- **Supplied records**
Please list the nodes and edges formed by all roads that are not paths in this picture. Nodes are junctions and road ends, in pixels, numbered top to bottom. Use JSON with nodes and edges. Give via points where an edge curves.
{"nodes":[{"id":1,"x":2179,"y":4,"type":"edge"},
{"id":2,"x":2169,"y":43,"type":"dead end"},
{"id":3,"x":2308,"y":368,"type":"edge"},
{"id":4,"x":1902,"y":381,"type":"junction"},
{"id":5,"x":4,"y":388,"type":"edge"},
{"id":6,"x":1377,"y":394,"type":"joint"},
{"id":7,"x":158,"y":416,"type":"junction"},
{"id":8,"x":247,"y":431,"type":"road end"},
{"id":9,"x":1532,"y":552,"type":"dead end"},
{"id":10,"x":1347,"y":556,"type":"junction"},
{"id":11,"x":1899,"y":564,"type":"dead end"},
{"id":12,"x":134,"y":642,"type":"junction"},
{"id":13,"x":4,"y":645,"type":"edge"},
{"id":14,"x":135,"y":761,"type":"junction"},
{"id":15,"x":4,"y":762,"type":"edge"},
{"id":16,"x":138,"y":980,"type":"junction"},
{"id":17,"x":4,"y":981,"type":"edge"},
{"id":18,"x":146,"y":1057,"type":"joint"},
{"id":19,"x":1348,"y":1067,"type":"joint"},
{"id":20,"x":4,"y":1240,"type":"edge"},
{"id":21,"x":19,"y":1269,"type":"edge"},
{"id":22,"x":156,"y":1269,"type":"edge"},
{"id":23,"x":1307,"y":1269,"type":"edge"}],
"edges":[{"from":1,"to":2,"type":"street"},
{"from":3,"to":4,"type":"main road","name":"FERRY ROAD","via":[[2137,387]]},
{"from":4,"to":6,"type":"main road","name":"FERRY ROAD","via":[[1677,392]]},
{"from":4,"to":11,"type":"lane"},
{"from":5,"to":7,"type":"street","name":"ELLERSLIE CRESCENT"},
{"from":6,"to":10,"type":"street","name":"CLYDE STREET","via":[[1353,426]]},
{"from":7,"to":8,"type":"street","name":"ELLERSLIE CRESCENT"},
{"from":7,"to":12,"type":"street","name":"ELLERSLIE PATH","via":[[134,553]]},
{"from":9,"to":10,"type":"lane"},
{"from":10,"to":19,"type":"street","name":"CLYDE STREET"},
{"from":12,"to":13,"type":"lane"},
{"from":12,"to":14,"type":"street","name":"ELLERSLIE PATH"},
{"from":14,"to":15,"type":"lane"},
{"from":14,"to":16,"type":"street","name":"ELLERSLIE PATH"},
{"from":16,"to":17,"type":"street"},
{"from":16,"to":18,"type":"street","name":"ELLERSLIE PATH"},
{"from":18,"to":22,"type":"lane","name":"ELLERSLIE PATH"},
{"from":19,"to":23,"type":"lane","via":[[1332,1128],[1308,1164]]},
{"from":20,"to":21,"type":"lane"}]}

- **Requirement**
For this exercise, output all the data exactly as shown above.

- **Result of the exercise**
Please list the nodes and edges formed by all roads that are not paths in this picture. Nodes are junctions and road ends, in pixels, numbered top to bottom. Use JSON with nodes and edges. Give via points where an edge curves.
{"nodes":[{"id":1,"x":2179,"y":4,"type":"edge"},
{"id":2,"x":2169,"y":43,"type":"dead end"},
{"id":3,"x":2308,"y":368,"type":"edge"},
{"id":4,"x":1902,"y":381,"type":"junction"},
{"id":5,"x":4,"y":388,"type":"edge"},
{"id":6,"x":1377,"y":394,"type":"joint"},
{"id":7,"x":158,"y":416,"type":"junction"},
{"id":8,"x":247,"y":431,"type":"road end"},
{"id":9,"x":1532,"y":552,"type":"dead end"},
{"id":10,"x":1347,"y":556,"type":"junction"},
{"id":11,"x":1899,"y":564,"type":"dead end"},
{"id":12,"x":134,"y":642,"type":"junction"},
{"id":13,"x":4,"y":645,"type":"edge"},
{"id":14,"x":135,"y":761,"type":"junction"},
{"id":15,"x":4,"y":762,"type":"edge"},
{"id":16,"x":138,"y":980,"type":"junction"},
{"id":17,"x":4,"y":981,"type":"edge"},
{"id":18,"x":146,"y":1057,"type":"joint"},
{"id":19,"x":1348,"y":1067,"type":"joint"},
{"id":20,"x":4,"y":1240,"type":"edge"},
{"id":21,"x":19,"y":1269,"type":"edge"},
{"id":22,"x":156,"y":1269,"type":"edge"},
{"id":23,"x":1307,"y":1269,"type":"edge"}],
"edges":[{"from":1,"to":2,"type":"street"},
{"from":3,"to":4,"type":"main road","name":"FERRY ROAD","via":[[2137,387]]},
{"from":4,"to":6,"type":"main road","name":"FERRY ROAD","via":[[1677,392]]},
{"from":4,"to":11,"type":"lane"},
{"from":5,"to":7,"type":"street","name":"ELLERSLIE CRESCENT"},
{"from":6,"to":10,"type":"street","name":"CLYDE STREET","via":[[1353,426]]},
{"from":7,"to":8,"type":"street","name":"ELLERSLIE CRESCENT"},
{"from":7,"to":12,"type":"street","name":"ELLERSLIE PATH","via":[[134,553]]},
{"from":9,"to":10,"type":"lane"},
{"from":10,"to":19,"type":"street","name":"CLYDE STREET"},
{"from":12,"to":13,"type":"lane"},
{"from":12,"to":14,"type":"street","name":"ELLERSLIE PATH"},
{"from":14,"to":15,"type":"lane"},
{"from":14,"to":16,"type":"street","name":"ELLERSLIE PATH"},
{"from":16,"to":17,"type":"street"},
{"from":16,"to":18,"type":"street","name":"ELLERSLIE PATH"},
{"from":18,"to":22,"type":"lane","name":"ELLERSLIE PATH"},
{"from":19,"to":23,"type":"lane","via":[[1332,1128],[1308,1164]]},
{"from":20,"to":21,"type":"lane"}]}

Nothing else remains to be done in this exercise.